Data to use
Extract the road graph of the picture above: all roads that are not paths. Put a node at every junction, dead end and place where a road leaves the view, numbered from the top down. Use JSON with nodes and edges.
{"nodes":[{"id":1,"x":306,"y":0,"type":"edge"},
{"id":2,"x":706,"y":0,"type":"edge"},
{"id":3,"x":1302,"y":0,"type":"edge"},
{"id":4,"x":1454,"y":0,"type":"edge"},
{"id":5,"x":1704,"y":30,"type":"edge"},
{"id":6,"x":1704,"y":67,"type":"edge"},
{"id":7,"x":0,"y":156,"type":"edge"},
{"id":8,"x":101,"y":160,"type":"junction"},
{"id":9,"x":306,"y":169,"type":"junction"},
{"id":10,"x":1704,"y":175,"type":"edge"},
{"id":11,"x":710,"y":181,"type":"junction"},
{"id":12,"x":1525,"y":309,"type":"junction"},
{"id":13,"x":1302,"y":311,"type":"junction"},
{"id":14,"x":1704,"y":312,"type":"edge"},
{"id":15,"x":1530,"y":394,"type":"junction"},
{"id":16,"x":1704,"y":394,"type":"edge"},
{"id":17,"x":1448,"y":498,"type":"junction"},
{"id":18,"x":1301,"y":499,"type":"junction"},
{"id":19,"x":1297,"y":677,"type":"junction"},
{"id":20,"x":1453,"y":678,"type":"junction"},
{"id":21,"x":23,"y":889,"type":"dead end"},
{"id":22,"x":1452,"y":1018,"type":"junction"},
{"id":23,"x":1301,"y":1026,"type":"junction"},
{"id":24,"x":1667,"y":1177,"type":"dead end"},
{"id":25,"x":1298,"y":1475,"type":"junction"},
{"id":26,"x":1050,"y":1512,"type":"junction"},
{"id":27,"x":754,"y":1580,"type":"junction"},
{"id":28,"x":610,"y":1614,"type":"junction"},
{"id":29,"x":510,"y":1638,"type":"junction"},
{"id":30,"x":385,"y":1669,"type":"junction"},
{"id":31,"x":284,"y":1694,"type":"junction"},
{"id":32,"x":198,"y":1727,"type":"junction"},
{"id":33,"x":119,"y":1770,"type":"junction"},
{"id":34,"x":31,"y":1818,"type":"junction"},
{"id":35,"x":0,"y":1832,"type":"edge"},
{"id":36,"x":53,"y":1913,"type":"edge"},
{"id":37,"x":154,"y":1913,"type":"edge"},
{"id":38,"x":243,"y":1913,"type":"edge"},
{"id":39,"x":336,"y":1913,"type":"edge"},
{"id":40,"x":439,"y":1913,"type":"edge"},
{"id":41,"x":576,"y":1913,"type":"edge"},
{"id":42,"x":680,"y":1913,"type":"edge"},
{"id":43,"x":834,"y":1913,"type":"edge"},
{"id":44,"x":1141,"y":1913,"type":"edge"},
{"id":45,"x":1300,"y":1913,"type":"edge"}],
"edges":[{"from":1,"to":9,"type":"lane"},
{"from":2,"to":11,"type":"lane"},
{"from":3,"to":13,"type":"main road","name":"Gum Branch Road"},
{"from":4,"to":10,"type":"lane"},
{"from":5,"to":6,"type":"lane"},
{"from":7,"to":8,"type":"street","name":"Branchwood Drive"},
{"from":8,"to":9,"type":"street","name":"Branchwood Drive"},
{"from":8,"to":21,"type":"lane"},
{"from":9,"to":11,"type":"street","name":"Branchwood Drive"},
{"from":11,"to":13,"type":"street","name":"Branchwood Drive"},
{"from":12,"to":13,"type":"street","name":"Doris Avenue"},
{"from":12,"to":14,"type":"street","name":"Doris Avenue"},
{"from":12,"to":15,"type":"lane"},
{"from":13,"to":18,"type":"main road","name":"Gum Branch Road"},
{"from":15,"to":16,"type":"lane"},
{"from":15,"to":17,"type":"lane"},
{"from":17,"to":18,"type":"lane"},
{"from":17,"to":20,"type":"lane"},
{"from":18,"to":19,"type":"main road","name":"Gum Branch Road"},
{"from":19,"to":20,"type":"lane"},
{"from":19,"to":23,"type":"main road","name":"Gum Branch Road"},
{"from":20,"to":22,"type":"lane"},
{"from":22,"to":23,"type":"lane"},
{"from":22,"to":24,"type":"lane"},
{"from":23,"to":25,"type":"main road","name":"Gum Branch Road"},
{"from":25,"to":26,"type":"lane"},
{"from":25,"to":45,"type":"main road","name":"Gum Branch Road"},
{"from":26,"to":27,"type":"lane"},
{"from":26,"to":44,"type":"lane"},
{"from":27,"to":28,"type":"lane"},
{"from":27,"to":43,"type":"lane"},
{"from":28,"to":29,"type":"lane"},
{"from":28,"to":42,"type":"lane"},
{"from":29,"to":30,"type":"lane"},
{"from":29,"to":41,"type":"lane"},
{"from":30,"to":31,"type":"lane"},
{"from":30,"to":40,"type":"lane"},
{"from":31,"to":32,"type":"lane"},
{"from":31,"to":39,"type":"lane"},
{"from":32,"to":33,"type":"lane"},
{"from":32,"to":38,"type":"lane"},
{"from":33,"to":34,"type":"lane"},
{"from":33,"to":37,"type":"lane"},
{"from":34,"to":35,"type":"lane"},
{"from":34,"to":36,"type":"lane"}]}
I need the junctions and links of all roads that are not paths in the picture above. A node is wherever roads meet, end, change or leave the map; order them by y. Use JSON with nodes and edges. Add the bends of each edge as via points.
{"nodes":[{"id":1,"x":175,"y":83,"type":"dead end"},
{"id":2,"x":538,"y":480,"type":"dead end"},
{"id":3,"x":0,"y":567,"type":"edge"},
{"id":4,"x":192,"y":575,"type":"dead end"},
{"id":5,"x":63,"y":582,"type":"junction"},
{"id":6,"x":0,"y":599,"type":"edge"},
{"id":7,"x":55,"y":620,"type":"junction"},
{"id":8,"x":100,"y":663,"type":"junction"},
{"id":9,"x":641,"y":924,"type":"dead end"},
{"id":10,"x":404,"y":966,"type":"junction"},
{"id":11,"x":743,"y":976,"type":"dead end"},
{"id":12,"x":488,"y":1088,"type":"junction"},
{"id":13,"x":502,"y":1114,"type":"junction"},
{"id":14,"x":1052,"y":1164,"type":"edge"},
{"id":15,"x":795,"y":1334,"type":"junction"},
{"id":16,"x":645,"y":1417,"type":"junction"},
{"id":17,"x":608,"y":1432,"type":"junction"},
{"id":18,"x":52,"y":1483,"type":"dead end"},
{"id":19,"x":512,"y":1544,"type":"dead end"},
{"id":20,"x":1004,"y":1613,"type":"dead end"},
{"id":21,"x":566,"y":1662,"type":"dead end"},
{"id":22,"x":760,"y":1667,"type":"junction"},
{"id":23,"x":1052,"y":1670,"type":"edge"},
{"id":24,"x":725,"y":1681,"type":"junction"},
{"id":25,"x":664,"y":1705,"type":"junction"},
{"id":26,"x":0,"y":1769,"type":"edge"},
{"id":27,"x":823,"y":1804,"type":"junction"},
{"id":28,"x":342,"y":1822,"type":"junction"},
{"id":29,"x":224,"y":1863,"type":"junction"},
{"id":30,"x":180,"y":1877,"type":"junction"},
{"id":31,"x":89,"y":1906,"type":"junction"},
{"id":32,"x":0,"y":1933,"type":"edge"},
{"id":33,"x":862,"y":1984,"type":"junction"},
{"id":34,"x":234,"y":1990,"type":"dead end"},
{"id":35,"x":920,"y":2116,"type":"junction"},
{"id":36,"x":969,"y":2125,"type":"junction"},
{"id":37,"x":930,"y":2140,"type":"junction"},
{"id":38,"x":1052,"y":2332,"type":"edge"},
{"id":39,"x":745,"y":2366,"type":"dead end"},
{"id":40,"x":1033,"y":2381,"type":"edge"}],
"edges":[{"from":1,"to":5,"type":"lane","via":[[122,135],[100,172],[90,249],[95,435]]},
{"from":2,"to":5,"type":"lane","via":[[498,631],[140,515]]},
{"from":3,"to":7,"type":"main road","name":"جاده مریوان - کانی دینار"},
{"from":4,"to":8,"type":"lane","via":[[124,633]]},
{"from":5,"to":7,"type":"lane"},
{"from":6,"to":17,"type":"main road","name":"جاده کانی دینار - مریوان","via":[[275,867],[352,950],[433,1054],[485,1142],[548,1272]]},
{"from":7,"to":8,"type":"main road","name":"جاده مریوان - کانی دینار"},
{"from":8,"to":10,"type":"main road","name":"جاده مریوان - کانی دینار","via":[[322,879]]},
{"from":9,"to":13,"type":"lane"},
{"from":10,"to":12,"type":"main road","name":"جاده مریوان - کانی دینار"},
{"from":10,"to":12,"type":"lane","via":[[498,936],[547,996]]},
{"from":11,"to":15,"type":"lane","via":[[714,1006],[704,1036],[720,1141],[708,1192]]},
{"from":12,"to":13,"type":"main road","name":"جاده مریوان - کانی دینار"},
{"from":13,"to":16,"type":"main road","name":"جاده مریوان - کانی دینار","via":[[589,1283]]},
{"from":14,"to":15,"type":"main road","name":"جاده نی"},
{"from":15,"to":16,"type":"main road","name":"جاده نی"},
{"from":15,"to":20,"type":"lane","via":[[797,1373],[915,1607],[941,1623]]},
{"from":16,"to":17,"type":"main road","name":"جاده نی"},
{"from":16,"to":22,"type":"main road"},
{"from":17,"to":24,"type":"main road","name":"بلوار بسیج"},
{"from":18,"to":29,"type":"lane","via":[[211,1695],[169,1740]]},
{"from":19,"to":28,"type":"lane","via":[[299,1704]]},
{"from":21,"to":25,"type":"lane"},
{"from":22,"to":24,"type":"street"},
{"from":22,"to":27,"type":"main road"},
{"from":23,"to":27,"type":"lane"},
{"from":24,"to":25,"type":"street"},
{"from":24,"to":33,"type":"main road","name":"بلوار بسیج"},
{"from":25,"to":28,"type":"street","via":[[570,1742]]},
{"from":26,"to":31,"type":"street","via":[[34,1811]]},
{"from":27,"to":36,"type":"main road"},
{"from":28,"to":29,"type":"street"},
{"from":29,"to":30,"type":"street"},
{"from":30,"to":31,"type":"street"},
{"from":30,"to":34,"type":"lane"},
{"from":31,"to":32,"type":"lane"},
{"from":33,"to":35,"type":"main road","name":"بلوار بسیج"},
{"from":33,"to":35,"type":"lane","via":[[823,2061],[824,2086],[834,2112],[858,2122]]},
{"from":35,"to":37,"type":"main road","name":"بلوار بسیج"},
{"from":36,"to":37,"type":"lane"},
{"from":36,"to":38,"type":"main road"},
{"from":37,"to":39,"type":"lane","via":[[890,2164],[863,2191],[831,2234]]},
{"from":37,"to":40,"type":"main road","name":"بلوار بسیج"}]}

Task
Copy every line above in which the string "Branchwood" shows up.

Exercise solution
{"from":7,"to":8,"type":"street","name":"Branchwood Drive"},
{"from":8,"to":9,"type":"street","name":"Branchwood Drive"},
{"from":9,"to":11,"type":"street","name":"Branchwood Drive"},
{"from":11,"to":13,"type":"street","name":"Branchwood Drive"},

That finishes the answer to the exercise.